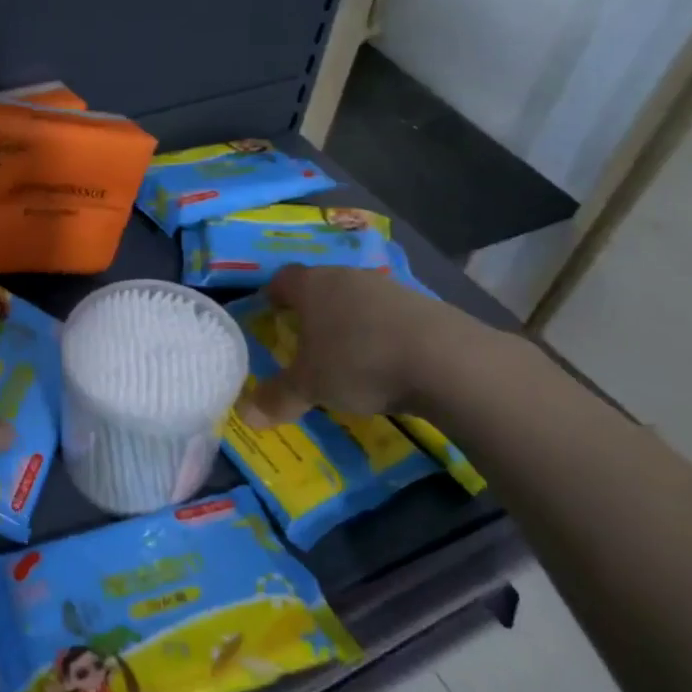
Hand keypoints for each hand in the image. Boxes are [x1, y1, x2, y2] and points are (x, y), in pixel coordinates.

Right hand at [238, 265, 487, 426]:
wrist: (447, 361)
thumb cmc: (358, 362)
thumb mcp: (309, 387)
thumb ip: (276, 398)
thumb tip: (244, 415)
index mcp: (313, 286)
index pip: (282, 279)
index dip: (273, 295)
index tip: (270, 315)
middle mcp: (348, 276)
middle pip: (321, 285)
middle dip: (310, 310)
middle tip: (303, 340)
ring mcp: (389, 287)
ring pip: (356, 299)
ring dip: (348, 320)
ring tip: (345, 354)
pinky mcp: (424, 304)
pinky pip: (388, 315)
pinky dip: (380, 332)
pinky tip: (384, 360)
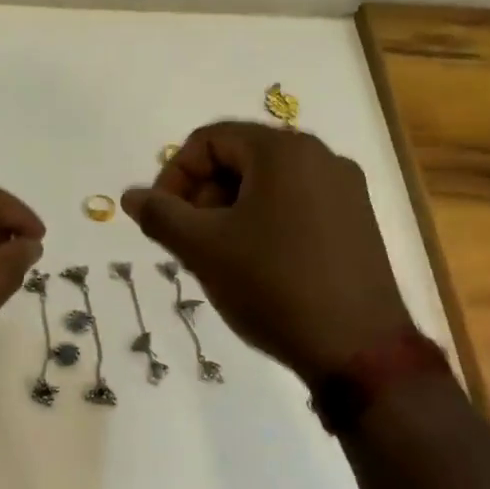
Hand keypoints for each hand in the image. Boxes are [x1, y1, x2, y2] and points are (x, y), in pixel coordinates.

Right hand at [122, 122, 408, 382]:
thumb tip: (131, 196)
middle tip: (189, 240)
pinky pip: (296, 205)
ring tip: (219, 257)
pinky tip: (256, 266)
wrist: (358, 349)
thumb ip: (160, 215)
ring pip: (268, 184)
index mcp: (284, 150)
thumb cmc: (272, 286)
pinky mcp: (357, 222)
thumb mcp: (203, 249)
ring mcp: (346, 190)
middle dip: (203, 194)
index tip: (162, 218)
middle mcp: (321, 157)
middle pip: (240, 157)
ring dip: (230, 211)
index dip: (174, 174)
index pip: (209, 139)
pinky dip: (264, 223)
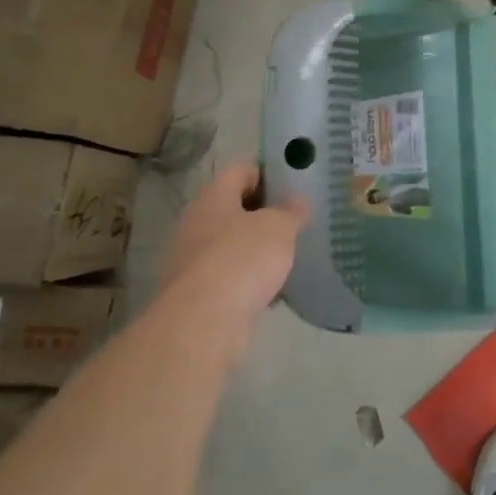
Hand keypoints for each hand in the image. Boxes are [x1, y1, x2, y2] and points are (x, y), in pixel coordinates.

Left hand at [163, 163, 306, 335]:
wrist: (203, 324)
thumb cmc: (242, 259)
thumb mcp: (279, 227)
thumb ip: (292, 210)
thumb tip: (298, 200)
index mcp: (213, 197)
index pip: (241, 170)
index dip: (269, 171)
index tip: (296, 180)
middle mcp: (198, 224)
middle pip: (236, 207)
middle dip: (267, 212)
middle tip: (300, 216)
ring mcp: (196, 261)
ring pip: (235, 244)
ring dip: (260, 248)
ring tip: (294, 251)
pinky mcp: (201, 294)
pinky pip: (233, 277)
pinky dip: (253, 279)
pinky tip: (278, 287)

**********

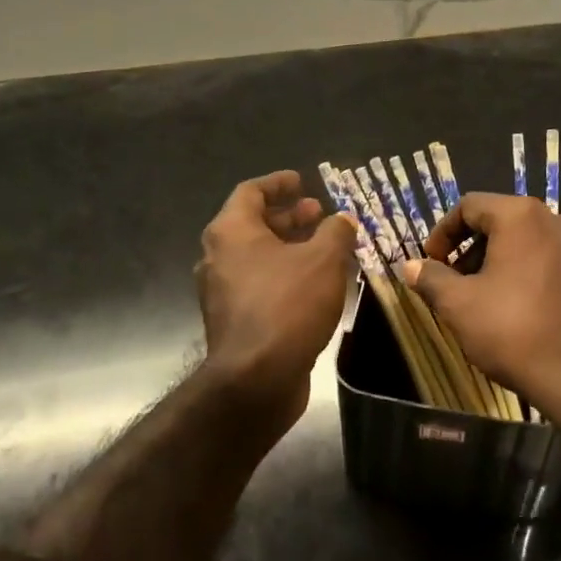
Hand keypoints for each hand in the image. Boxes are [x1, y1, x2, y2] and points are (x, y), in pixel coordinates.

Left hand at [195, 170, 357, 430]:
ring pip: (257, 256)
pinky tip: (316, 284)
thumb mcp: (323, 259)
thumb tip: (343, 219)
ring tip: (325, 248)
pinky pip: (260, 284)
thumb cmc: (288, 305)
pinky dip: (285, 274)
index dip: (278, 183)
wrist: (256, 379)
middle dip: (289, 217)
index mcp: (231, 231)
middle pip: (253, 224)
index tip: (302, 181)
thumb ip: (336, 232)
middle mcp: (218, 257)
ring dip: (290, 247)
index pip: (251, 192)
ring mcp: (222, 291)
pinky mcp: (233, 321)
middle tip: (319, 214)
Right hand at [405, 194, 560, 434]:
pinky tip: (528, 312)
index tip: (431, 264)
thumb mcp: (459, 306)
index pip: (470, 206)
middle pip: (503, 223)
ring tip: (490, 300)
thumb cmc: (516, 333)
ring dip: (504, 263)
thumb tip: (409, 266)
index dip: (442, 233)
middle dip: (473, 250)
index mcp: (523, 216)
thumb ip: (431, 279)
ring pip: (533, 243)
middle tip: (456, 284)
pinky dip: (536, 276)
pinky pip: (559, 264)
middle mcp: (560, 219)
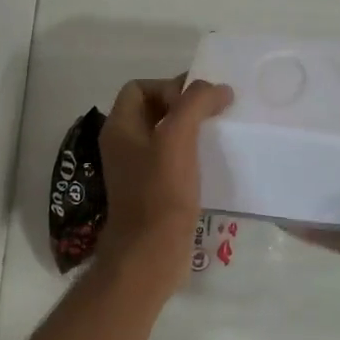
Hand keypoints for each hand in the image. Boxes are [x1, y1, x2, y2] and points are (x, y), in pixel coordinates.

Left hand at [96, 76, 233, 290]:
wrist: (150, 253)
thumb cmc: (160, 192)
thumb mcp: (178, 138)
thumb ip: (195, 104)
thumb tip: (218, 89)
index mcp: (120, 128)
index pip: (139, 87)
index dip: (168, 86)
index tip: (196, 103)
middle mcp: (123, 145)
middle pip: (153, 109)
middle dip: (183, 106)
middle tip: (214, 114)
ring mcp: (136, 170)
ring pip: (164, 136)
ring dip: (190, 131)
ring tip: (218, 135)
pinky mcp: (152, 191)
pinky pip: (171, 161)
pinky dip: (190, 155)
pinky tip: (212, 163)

**********

**What to do**.
Using the entries above, extract exactly the lines from the one that contains "pinky tip: (256, 266)" through the one that contains "wrist: (203, 324)". Do not carry over any pictures.

**Solution to this task**.
pinky tip: (256, 266)
wrist: (358, 349)
thumb ip: (160, 215)
ring pip: (268, 184)
index mcp: (284, 150)
thumb cmc: (272, 286)
pinky mcp: (357, 222)
thumb mcp: (203, 249)
ring mcp: (346, 190)
middle dip: (203, 194)
index tip: (162, 218)
middle mcp: (321, 157)
middle pip: (240, 157)
ring dip: (230, 211)
index dip: (174, 174)
index pip: (209, 139)
pinky dip: (264, 223)
Hand keypoints for each hand in the image. Boxes are [x1, y1, x2, y2] and points are (x, y), in pixel coordinates.

Left hand at [163, 163, 306, 335]:
wrist: (203, 324)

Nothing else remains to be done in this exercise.